Quartz editor-in-chief Kevin Delaney recently interviewed billionaire philanthropist and Microsoft Corporation (Nasdaq: MSFT) co-founder Bill Gates, where the richest man in the world, as reported by Forbes, expressed his belief that with automated solutions replacing human workers, taxes will need to be paid by robots to make up for lost revenue that currently funds important social service programs.
Gates finds the situation where a person earning a salary of $50,000, and paying a portion of their income to the government in taxes, being replaced by a robot that pays none, unsustainable.
“What the world wants is to take this opportunity to make all the goods and services we have today and free up labor — let us do a better job of reaching out to the elderly, having smaller class size, [and] helping kids with special needs.”

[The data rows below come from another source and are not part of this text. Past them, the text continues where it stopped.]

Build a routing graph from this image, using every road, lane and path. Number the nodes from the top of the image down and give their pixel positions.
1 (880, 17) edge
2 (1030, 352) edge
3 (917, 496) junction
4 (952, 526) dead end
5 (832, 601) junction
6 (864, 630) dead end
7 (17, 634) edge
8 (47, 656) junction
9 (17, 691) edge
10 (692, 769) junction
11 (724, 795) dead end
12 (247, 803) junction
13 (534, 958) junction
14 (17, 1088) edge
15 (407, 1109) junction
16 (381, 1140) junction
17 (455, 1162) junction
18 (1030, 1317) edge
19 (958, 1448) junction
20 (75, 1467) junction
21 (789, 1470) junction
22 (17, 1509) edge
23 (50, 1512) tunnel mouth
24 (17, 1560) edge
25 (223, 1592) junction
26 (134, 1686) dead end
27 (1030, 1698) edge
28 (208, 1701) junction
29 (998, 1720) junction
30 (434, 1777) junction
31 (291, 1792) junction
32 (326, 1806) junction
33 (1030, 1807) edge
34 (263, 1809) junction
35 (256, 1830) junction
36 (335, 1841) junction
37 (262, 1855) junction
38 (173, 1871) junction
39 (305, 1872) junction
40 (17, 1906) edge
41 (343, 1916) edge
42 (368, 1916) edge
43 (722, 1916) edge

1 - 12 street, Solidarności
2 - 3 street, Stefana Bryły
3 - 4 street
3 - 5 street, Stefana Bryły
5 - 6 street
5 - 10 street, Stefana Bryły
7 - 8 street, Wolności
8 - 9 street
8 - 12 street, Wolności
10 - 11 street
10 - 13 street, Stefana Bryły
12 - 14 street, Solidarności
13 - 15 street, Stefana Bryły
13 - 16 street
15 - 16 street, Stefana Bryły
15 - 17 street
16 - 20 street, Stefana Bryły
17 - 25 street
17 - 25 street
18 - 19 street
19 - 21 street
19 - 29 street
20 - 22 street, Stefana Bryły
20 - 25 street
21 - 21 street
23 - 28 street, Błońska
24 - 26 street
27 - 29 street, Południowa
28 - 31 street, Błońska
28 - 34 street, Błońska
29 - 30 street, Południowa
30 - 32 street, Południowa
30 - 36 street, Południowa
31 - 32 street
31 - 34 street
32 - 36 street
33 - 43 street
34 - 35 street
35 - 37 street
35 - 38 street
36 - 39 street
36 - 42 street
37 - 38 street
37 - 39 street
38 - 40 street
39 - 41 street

The technology icon described how fields that require “empathy” and “human understanding” continue to experience an “immense shortage” of qualified workers. Gates spoke of a hope that workers that may be freed up by automation may be able to be transition in to these fields, bringing society “ahead” on a net basis. He insisted that governments will not be able to “just give up” revenue generated from taxing employment income.
Gates believes that there may be a balance, perhaps where more efficient robots are not taxed as highly as their human counterparts, and that additional income may be generated from their efficiency, protecting the profit motive of firms involved in producing automated solutions. He stated that he doubts producers would be “outraged” if policy was implemented that prescribed that a government should tax robots.

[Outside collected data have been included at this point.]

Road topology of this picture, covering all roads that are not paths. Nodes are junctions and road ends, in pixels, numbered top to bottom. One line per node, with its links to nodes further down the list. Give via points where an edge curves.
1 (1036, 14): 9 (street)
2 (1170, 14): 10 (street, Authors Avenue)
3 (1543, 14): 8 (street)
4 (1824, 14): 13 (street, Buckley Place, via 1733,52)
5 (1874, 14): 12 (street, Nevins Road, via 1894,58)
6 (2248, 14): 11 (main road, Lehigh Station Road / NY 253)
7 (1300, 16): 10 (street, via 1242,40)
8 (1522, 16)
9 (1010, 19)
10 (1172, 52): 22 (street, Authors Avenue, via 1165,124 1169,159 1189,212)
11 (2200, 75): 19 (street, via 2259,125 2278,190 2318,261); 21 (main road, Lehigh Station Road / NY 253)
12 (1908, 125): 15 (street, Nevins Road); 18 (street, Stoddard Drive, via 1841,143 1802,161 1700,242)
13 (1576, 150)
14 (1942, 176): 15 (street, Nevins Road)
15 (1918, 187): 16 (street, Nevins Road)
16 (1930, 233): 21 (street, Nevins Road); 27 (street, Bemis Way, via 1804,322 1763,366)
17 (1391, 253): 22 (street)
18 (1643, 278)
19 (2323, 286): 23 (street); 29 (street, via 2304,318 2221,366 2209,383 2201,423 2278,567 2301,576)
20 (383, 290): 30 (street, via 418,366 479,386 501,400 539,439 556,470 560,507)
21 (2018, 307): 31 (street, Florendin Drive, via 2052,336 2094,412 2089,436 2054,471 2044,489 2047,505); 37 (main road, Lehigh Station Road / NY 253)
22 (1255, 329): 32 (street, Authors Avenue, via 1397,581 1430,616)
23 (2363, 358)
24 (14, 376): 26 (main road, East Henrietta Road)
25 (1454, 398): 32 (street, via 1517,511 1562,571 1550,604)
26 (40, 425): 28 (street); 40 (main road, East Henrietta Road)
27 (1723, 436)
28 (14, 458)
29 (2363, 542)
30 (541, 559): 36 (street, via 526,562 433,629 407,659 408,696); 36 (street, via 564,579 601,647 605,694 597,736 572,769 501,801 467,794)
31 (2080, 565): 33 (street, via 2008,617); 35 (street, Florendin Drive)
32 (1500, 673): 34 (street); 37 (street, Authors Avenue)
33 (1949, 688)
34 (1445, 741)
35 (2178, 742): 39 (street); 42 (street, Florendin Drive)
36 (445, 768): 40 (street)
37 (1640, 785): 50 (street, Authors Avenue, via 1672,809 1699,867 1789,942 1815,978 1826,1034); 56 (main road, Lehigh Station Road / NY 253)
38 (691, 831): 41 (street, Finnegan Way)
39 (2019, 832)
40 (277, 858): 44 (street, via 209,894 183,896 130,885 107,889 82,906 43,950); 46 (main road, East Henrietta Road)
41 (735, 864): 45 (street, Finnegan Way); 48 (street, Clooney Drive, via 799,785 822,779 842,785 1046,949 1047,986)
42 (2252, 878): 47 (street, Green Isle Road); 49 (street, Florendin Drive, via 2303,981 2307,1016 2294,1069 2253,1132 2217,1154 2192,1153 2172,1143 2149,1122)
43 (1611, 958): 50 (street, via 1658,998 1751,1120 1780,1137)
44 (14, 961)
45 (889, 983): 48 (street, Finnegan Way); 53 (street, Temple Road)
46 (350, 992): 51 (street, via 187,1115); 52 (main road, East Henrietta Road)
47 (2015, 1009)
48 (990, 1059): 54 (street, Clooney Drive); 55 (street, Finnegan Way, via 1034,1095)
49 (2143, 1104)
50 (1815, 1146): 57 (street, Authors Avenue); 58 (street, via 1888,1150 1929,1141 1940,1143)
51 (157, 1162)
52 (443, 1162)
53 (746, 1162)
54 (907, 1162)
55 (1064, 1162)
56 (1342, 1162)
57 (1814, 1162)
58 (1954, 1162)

McKinsey & Company reports that up to 45 percent of jobs currently completed by humans could eventually become automated.
Chief executive of Tesla, Inc. (Nasdaq: TSLA), Elon Musk, has also put some consideration into how the world might look as robotics and automation continue to replace humans. Musk has spoken out in favor of a universal basic income to replace income lost by the workforce, as reported by Basic Income News.
Business Insider reports that Bill Gates has criticized simply handing money to people in the form of “one-time transfers,” but notes that comments from the billionaire with regard to a universal basic income are elusive.
“Almost everything will get very cheap. I think we’ll end up doing universal basic income,” Elon Musk was recently quoted. “It’s going to be necessary. The much harder challenge is, how are people going to have meaning?”
Something else that has been on the mind of Gates, which he spoke about in January at the The Coalition for Epidemic Preparedness Innovations in Davos, Switzerland, is a natural or human-caused pandemic, as reported by Business Insider. Gates believes that the threat of a pandemic is a “global” one and finds that there is currently a lack of preparedness for a situation that could result in “an excess 10 million deaths.” He described recent responses to flu epidemics as not being “super good.”
Bill Gates stated that the problem surrounding preparing for a pandemic is a “tricky” one, because of the disparity of wealth observed by different nations, and deciding which should be responsible for providing what resources. The 61-year-old listed smallpox, flu outbreaks, Zika, and Ebola as being of major concern. He said that there was “some luck” with the Ebola virus, because it was not airborne and that it did not spread as far, or as quickly, as it otherwise might have.
When considering the consequences of a pandemic, either as domestic policy or as a purely humanitarian issue, Bill Gates believes that “these are investments that should be made.” In a opinion piece published with Business Insider, Gates discusses the possibility of a pandemic caused by a terrorist attack.